I was taken aback that Walsh emphasized the extent of our friendship. Walsh and I have been professionally friendly. We’ve eaten a few meals. I invited her to speak at Princeton and I introduced her to my literary agent. We are not friends. Friendship is a deep and lasting relationship based on shared sacrifice and joys. We are not intimates in that way.

Take that, Joan! Note that Walsh and Harris-Perry are in agreement about the facts of their association, they disagree only over what to call it.

It seems to us that Walsh merely meant to suggest that she meant her criticisms of Harris-Perry in a spirit of goodwill. But Harris-Perry doesn’t stop at renouncing friendship with Walsh. She accuses Walsh of employing a “common strategy of argument about one’s racial innocence: the ‘I have black friends’ claim.” Harris-Perry has twisted Walsh’s olive branch into a racially invidious provocation. With friends like these . . .

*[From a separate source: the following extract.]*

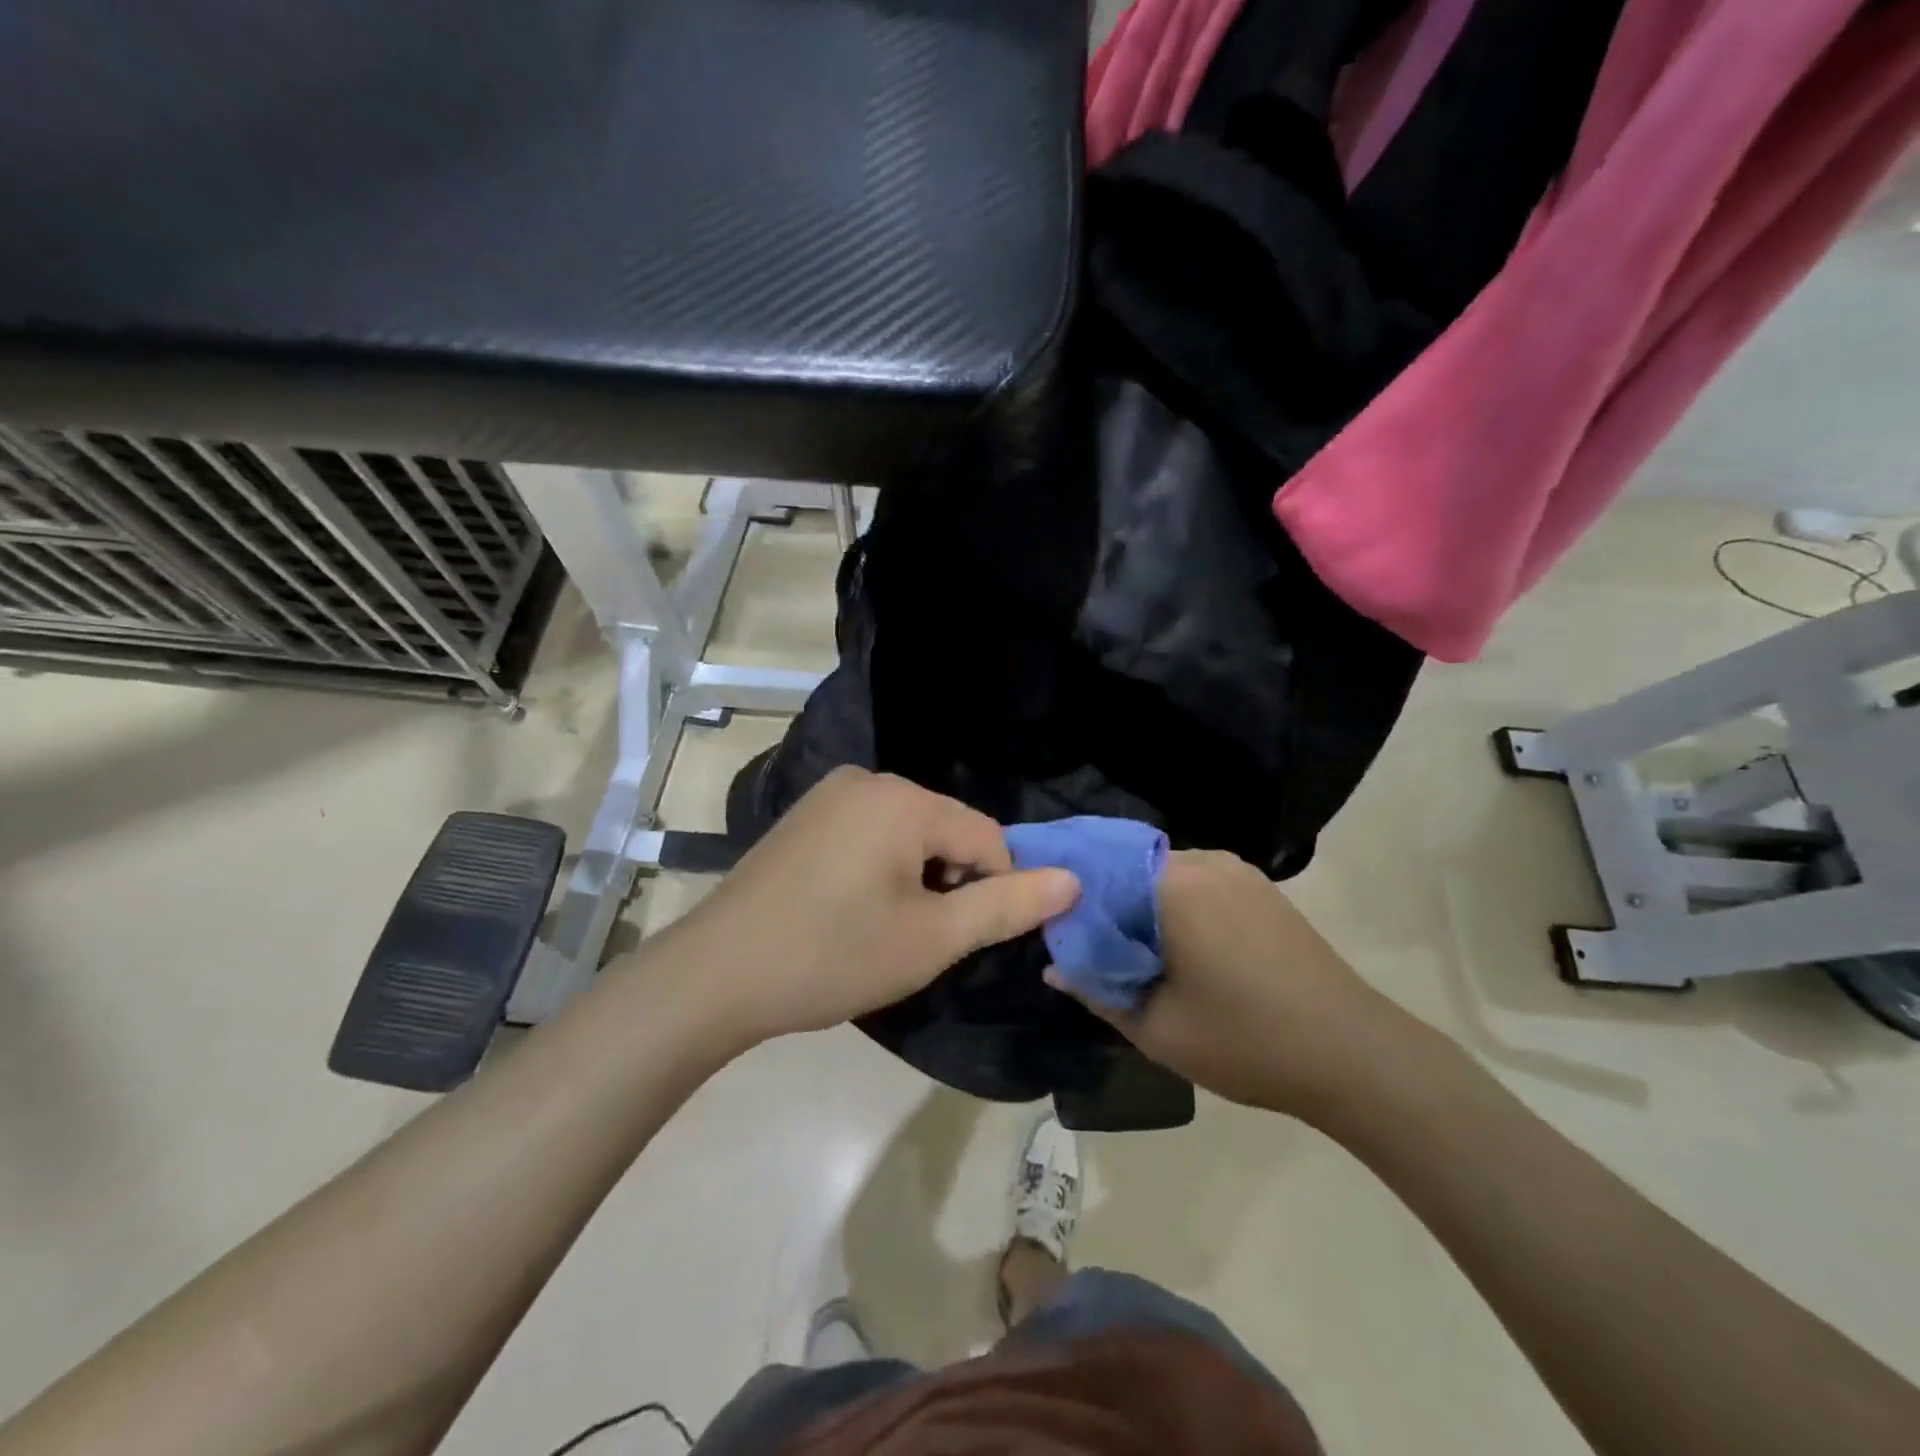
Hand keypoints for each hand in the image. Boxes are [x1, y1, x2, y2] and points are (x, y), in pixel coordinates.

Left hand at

If you read all the way through Walsh’s interminable piece, you also come upon this gem:

We could probably find racial crosscurrents beneath every group’s disappointment with the president, even the CBC’s [Congressional Black Caucus]. The legacy of racism, and the historic developmental path of African-American leadership, factor into black politicians’ complex responses to the first black president. How could it not?

We wrote yesterday: “To bring this to the ultimate level of absurdity, we need someone to find a way of accusing Obama’s black critics on the left, like [Congressional Black Caucus  member Maxine] Waters . . ., of racism.” Despite her dainty language, it seems to us Walsh has managed to do just that.